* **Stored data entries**
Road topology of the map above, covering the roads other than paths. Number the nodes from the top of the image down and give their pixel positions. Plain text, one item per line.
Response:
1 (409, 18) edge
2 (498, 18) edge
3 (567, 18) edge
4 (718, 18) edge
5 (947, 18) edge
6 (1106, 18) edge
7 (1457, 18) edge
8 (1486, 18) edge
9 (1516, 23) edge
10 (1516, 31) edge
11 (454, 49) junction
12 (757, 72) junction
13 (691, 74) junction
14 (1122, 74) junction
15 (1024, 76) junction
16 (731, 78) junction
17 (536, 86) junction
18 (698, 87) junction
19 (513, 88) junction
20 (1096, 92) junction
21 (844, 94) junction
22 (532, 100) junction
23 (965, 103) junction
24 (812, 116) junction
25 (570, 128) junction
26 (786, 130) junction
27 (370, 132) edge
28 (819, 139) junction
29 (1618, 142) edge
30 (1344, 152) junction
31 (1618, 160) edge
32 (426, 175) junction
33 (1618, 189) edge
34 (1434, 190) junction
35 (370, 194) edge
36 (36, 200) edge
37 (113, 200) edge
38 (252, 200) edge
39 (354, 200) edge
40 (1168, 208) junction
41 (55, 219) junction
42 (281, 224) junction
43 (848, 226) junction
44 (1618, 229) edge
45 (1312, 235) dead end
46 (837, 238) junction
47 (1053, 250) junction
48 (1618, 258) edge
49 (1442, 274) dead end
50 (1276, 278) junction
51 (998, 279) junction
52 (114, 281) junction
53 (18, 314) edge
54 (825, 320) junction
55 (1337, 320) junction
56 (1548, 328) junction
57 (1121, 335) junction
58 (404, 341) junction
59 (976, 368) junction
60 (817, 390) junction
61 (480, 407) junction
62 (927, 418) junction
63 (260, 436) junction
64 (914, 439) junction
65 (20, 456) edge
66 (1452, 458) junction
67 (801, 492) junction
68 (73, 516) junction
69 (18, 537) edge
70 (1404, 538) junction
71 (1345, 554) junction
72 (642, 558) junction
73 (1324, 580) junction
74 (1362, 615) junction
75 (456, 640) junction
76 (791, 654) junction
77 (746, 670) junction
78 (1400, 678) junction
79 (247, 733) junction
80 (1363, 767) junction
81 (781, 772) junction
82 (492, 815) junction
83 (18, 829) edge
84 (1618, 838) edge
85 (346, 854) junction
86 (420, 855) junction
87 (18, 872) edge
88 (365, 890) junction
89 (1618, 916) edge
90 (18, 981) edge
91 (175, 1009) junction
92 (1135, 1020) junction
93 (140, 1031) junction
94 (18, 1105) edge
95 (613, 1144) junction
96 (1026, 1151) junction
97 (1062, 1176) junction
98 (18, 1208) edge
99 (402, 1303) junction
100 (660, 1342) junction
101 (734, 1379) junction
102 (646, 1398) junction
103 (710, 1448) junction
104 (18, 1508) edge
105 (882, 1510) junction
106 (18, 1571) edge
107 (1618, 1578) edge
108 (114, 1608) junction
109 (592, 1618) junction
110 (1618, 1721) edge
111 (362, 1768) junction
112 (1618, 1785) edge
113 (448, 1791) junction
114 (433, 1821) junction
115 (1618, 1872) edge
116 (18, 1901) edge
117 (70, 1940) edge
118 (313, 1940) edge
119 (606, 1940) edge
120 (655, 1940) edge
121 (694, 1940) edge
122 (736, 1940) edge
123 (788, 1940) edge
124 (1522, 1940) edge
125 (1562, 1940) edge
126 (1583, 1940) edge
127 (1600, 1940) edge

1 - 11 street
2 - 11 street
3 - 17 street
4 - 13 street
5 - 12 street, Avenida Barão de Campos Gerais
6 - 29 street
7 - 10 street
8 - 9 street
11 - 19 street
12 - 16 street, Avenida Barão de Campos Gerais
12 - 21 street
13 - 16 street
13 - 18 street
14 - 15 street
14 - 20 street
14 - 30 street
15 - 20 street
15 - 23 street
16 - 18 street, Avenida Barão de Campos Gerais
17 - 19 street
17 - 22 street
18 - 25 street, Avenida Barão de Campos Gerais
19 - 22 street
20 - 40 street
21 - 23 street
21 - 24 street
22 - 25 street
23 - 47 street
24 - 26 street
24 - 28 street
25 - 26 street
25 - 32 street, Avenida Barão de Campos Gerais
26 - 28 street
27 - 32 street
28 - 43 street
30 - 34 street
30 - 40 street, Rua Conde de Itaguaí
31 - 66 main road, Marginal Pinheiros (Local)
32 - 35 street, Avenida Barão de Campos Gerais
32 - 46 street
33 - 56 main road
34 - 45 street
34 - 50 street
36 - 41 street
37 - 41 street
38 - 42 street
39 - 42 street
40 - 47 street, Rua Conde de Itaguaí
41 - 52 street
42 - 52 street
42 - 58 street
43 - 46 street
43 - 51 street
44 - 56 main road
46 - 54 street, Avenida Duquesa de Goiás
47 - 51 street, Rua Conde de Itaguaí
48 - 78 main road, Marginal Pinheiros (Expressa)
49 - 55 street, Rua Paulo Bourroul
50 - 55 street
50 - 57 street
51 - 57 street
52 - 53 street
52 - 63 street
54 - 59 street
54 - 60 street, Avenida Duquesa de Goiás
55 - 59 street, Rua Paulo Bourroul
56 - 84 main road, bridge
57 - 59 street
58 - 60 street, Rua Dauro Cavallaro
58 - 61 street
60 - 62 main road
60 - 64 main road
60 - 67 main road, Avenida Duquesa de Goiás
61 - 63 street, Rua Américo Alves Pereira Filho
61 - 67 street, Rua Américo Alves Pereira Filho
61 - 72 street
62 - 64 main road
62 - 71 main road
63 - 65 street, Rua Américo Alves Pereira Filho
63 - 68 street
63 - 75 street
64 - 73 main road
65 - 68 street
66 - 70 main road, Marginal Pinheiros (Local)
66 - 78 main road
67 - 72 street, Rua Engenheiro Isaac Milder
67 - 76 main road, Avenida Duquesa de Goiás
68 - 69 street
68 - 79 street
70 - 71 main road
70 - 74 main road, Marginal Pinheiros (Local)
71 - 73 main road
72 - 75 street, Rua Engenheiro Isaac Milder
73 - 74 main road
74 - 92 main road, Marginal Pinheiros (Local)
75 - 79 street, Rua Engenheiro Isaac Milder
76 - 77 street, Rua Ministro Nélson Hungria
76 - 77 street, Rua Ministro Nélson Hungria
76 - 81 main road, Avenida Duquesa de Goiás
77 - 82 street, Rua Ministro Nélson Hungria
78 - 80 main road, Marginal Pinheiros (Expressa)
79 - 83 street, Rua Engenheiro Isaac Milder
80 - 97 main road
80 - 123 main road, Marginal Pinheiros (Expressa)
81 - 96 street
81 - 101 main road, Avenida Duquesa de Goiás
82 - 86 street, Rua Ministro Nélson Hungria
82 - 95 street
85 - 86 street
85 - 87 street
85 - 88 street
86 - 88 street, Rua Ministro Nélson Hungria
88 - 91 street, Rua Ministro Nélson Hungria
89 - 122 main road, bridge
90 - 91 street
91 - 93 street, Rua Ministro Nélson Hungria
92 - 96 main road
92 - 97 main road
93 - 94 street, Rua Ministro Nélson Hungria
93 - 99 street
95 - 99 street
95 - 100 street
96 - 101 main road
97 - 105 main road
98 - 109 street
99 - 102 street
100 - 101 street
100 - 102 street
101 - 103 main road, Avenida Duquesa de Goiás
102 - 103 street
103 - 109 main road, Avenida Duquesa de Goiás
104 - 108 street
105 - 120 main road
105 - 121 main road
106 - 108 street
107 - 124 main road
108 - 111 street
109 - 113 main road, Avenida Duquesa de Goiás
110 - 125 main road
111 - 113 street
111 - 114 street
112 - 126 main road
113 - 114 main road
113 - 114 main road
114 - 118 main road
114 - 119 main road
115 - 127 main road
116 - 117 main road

* **Aim of the task**
What this exercise asks for is the data above, retyped exactly.

* **Your response**
Road topology of the map above, covering the roads other than paths. Number the nodes from the top of the image down and give their pixel positions. Plain text, one item per line.
Response:
1 (409, 18) edge
2 (498, 18) edge
3 (567, 18) edge
4 (718, 18) edge
5 (947, 18) edge
6 (1106, 18) edge
7 (1457, 18) edge
8 (1486, 18) edge
9 (1516, 23) edge
10 (1516, 31) edge
11 (454, 49) junction
12 (757, 72) junction
13 (691, 74) junction
14 (1122, 74) junction
15 (1024, 76) junction
16 (731, 78) junction
17 (536, 86) junction
18 (698, 87) junction
19 (513, 88) junction
20 (1096, 92) junction
21 (844, 94) junction
22 (532, 100) junction
23 (965, 103) junction
24 (812, 116) junction
25 (570, 128) junction
26 (786, 130) junction
27 (370, 132) edge
28 (819, 139) junction
29 (1618, 142) edge
30 (1344, 152) junction
31 (1618, 160) edge
32 (426, 175) junction
33 (1618, 189) edge
34 (1434, 190) junction
35 (370, 194) edge
36 (36, 200) edge
37 (113, 200) edge
38 (252, 200) edge
39 (354, 200) edge
40 (1168, 208) junction
41 (55, 219) junction
42 (281, 224) junction
43 (848, 226) junction
44 (1618, 229) edge
45 (1312, 235) dead end
46 (837, 238) junction
47 (1053, 250) junction
48 (1618, 258) edge
49 (1442, 274) dead end
50 (1276, 278) junction
51 (998, 279) junction
52 (114, 281) junction
53 (18, 314) edge
54 (825, 320) junction
55 (1337, 320) junction
56 (1548, 328) junction
57 (1121, 335) junction
58 (404, 341) junction
59 (976, 368) junction
60 (817, 390) junction
61 (480, 407) junction
62 (927, 418) junction
63 (260, 436) junction
64 (914, 439) junction
65 (20, 456) edge
66 (1452, 458) junction
67 (801, 492) junction
68 (73, 516) junction
69 (18, 537) edge
70 (1404, 538) junction
71 (1345, 554) junction
72 (642, 558) junction
73 (1324, 580) junction
74 (1362, 615) junction
75 (456, 640) junction
76 (791, 654) junction
77 (746, 670) junction
78 (1400, 678) junction
79 (247, 733) junction
80 (1363, 767) junction
81 (781, 772) junction
82 (492, 815) junction
83 (18, 829) edge
84 (1618, 838) edge
85 (346, 854) junction
86 (420, 855) junction
87 (18, 872) edge
88 (365, 890) junction
89 (1618, 916) edge
90 (18, 981) edge
91 (175, 1009) junction
92 (1135, 1020) junction
93 (140, 1031) junction
94 (18, 1105) edge
95 (613, 1144) junction
96 (1026, 1151) junction
97 (1062, 1176) junction
98 (18, 1208) edge
99 (402, 1303) junction
100 (660, 1342) junction
101 (734, 1379) junction
102 (646, 1398) junction
103 (710, 1448) junction
104 (18, 1508) edge
105 (882, 1510) junction
106 (18, 1571) edge
107 (1618, 1578) edge
108 (114, 1608) junction
109 (592, 1618) junction
110 (1618, 1721) edge
111 (362, 1768) junction
112 (1618, 1785) edge
113 (448, 1791) junction
114 (433, 1821) junction
115 (1618, 1872) edge
116 (18, 1901) edge
117 (70, 1940) edge
118 (313, 1940) edge
119 (606, 1940) edge
120 (655, 1940) edge
121 (694, 1940) edge
122 (736, 1940) edge
123 (788, 1940) edge
124 (1522, 1940) edge
125 (1562, 1940) edge
126 (1583, 1940) edge
127 (1600, 1940) edge

1 - 11 street
2 - 11 street
3 - 17 street
4 - 13 street
5 - 12 street, Avenida Barão de Campos Gerais
6 - 29 street
7 - 10 street
8 - 9 street
11 - 19 street
12 - 16 street, Avenida Barão de Campos Gerais
12 - 21 street
13 - 16 street
13 - 18 street
14 - 15 street
14 - 20 street
14 - 30 street
15 - 20 street
15 - 23 street
16 - 18 street, Avenida Barão de Campos Gerais
17 - 19 street
17 - 22 street
18 - 25 street, Avenida Barão de Campos Gerais
19 - 22 street
20 - 40 street
21 - 23 street
21 - 24 street
22 - 25 street
23 - 47 street
24 - 26 street
24 - 28 street
25 - 26 street
25 - 32 street, Avenida Barão de Campos Gerais
26 - 28 street
27 - 32 street
28 - 43 street
30 - 34 street
30 - 40 street, Rua Conde de Itaguaí
31 - 66 main road, Marginal Pinheiros (Local)
32 - 35 street, Avenida Barão de Campos Gerais
32 - 46 street
33 - 56 main road
34 - 45 street
34 - 50 street
36 - 41 street
37 - 41 street
38 - 42 street
39 - 42 street
40 - 47 street, Rua Conde de Itaguaí
41 - 52 street
42 - 52 street
42 - 58 street
43 - 46 street
43 - 51 street
44 - 56 main road
46 - 54 street, Avenida Duquesa de Goiás
47 - 51 street, Rua Conde de Itaguaí
48 - 78 main road, Marginal Pinheiros (Expressa)
49 - 55 street, Rua Paulo Bourroul
50 - 55 street
50 - 57 street
51 - 57 street
52 - 53 street
52 - 63 street
54 - 59 street
54 - 60 street, Avenida Duquesa de Goiás
55 - 59 street, Rua Paulo Bourroul
56 - 84 main road, bridge
57 - 59 street
58 - 60 street, Rua Dauro Cavallaro
58 - 61 street
60 - 62 main road
60 - 64 main road
60 - 67 main road, Avenida Duquesa de Goiás
61 - 63 street, Rua Américo Alves Pereira Filho
61 - 67 street, Rua Américo Alves Pereira Filho
61 - 72 street
62 - 64 main road
62 - 71 main road
63 - 65 street, Rua Américo Alves Pereira Filho
63 - 68 street
63 - 75 street
64 - 73 main road
65 - 68 street
66 - 70 main road, Marginal Pinheiros (Local)
66 - 78 main road
67 - 72 street, Rua Engenheiro Isaac Milder
67 - 76 main road, Avenida Duquesa de Goiás
68 - 69 street
68 - 79 street
70 - 71 main road
70 - 74 main road, Marginal Pinheiros (Local)
71 - 73 main road
72 - 75 street, Rua Engenheiro Isaac Milder
73 - 74 main road
74 - 92 main road, Marginal Pinheiros (Local)
75 - 79 street, Rua Engenheiro Isaac Milder
76 - 77 street, Rua Ministro Nélson Hungria
76 - 77 street, Rua Ministro Nélson Hungria
76 - 81 main road, Avenida Duquesa de Goiás
77 - 82 street, Rua Ministro Nélson Hungria
78 - 80 main road, Marginal Pinheiros (Expressa)
79 - 83 street, Rua Engenheiro Isaac Milder
80 - 97 main road
80 - 123 main road, Marginal Pinheiros (Expressa)
81 - 96 street
81 - 101 main road, Avenida Duquesa de Goiás
82 - 86 street, Rua Ministro Nélson Hungria
82 - 95 street
85 - 86 street
85 - 87 street
85 - 88 street
86 - 88 street, Rua Ministro Nélson Hungria
88 - 91 street, Rua Ministro Nélson Hungria
89 - 122 main road, bridge
90 - 91 street
91 - 93 street, Rua Ministro Nélson Hungria
92 - 96 main road
92 - 97 main road
93 - 94 street, Rua Ministro Nélson Hungria
93 - 99 street
95 - 99 street
95 - 100 street
96 - 101 main road
97 - 105 main road
98 - 109 street
99 - 102 street
100 - 101 street
100 - 102 street
101 - 103 main road, Avenida Duquesa de Goiás
102 - 103 street
103 - 109 main road, Avenida Duquesa de Goiás
104 - 108 street
105 - 120 main road
105 - 121 main road
106 - 108 street
107 - 124 main road
108 - 111 street
109 - 113 main road, Avenida Duquesa de Goiás
110 - 125 main road
111 - 113 street
111 - 114 street
112 - 126 main road
113 - 114 main road
113 - 114 main road
114 - 118 main road
114 - 119 main road
115 - 127 main road
116 - 117 main road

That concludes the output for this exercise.